Na escalada da IA agêntica, o relatório Designing work for the age of agentic AI também considera fatores que representam uma lacuna sobre a visão de funcionários de líderes. Enquanto 96% dos líderes continuam confiantes de que novas tecnologias vão impulsionar o desempenho dos funcionários, quase metade dos trabalhadores não entende como alcançar esses ganhos. Há ainda relatos de que a inteligência artificial pode diminuir a produtividade e aumentar a carga de trabalho, com resultados de baixa qualidade gerados pela IA, representando um desperdício estimado de US$ 9 milhões por ano em uma empresa média de 10 mil funcionários, segundo pesquisa da BetterUp.
De acordo com a consultoria Gartner, os ganhos de produtividade decorrentes da adoção inicial da inteligência artificial têm sido limitados, com menos de 40% das organizações relatando benefícios concretos. O retorno dos investimentos em IA, conforme o relatório TEI, também é motivo de queixa entre os executivos, que esperavam tê-lo entre 7 e 12 meses. Porém, o ROI (Retorno sobre o Investimento) médio tem levado de 2 a 4 anos.
Outro ponto sensível revelado pelo relatório associa as mudanças trazidas pela IA e os riscos para as organizações. Há temores de que a inteligência artificial gere pressão psicológica e medo silencioso dentro das empresas, desencadeando esgotamento dos funcionários, preocupação com a estabilidade no emprego e uso não autorizado de agentes de IA pelas equipes para contornar barreiras financeiras, éticas e tecnológicas em busca de rapidez e eficiência na execução do trabalho, com sérios comprometimentos à reputação corporativa.

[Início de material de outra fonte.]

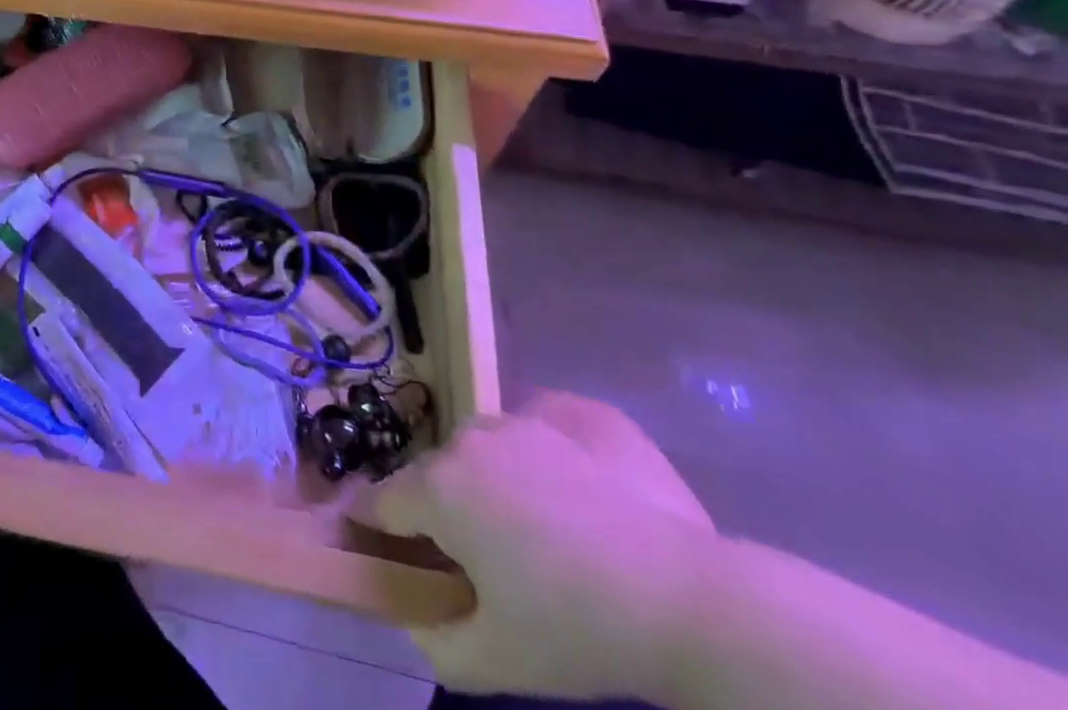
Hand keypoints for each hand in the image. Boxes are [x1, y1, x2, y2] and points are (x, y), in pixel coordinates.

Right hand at [369, 392, 718, 704]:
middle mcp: (469, 437)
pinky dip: (544, 452)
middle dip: (448, 511)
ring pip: (488, 447)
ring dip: (495, 480)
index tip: (381, 545)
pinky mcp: (574, 408)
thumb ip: (434, 640)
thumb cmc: (581, 630)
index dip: (375, 526)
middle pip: (438, 475)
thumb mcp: (498, 661)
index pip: (381, 501)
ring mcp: (524, 415)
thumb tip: (413, 615)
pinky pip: (540, 425)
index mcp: (439, 488)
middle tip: (490, 562)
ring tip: (545, 532)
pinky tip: (581, 491)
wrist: (693, 600)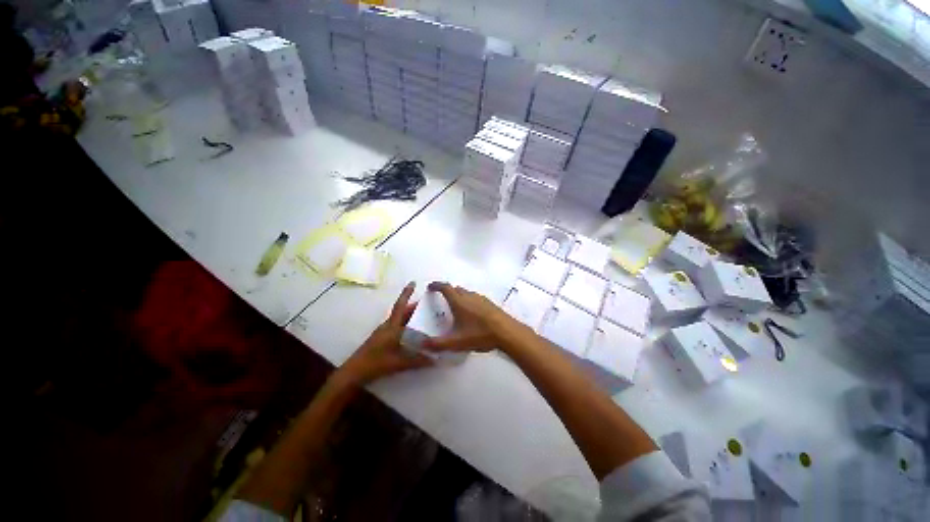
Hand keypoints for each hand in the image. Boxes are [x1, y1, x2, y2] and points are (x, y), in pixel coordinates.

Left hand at [337, 282, 432, 385]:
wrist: (354, 372)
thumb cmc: (376, 362)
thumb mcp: (399, 362)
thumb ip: (417, 361)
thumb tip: (435, 360)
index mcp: (391, 326)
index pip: (400, 306)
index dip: (406, 294)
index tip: (413, 282)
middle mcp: (388, 326)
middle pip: (402, 312)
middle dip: (413, 306)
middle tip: (427, 305)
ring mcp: (383, 333)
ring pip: (399, 320)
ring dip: (409, 316)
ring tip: (423, 318)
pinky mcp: (381, 340)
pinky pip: (397, 327)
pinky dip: (406, 326)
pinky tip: (412, 333)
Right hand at [424, 282, 514, 352]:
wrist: (506, 332)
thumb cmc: (479, 334)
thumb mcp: (456, 342)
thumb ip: (438, 344)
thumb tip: (422, 344)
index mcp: (459, 302)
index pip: (445, 288)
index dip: (436, 285)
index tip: (430, 287)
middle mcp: (469, 296)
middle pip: (456, 289)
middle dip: (448, 291)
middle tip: (443, 300)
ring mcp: (481, 299)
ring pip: (467, 293)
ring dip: (460, 296)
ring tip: (457, 308)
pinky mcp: (490, 303)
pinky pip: (476, 298)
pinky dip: (470, 301)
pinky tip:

Enquanto a IA evolui de ferramenta de apoio para sistema de agentes autônomos, os riscos também estão mudando. De erros isolados, podem passar à vulnerabilidade sistêmica. No processo de operação de fluxos de trabalho e interação com equipes humanas, o ambiente torna-se propício a ataques à segurança cibernética e principalmente a fraudes. De acordo com a empresa de segurança cibernética norte-americana Pindrop, em 2025 as fraudes por inteligência artificial aumentaram 1.210% e acendem um alerta global.
A partir das tendências reveladas no relatório Designing work for the age of agentic AI, Raphael Henrique avalia que há grandes desafios para a plena implementação da inteligência artificial agêntica. “Na era da IA agêntica, o RH assume um papel ainda mais estratégico: não apenas adotar a tecnologia, mas desenhar como ela se integra ao trabalho humano com clareza, equidade e responsabilidade. O verdadeiro desafio nunca foi a adoção; é o design”, conclui.
Sobre o Top Employers Institute
O Top Employers Institute é a autoridade global no reconhecimento da excelência em práticas de gestão de pessoas. Ajudamos a acelerar essas práticas para enriquecer o mundo do trabalho. Por meio do Programa Top Employers, as empresas participantes podem ser certificadas e reconhecidas como empregadoras de referência. A certificação é concedida às organizações com base na participação e nos resultados da Pesquisa de Melhores Práticas de RH, que abrange seis domínios de RH e consiste em 20 tópicos, como Estratégia de Pessoas, Ambiente de Trabalho, Recrutamento e Seleção, Aprendizagem, Diversidade e Inclusão e Bem-estar.
Em 2026, o Top Employers Institute certificou quase 2.500 organizações em 131 países/regiões. Esses empregadores certificados impactam positivamente a vida de mais de 14 milhões de funcionários em todo o mundo.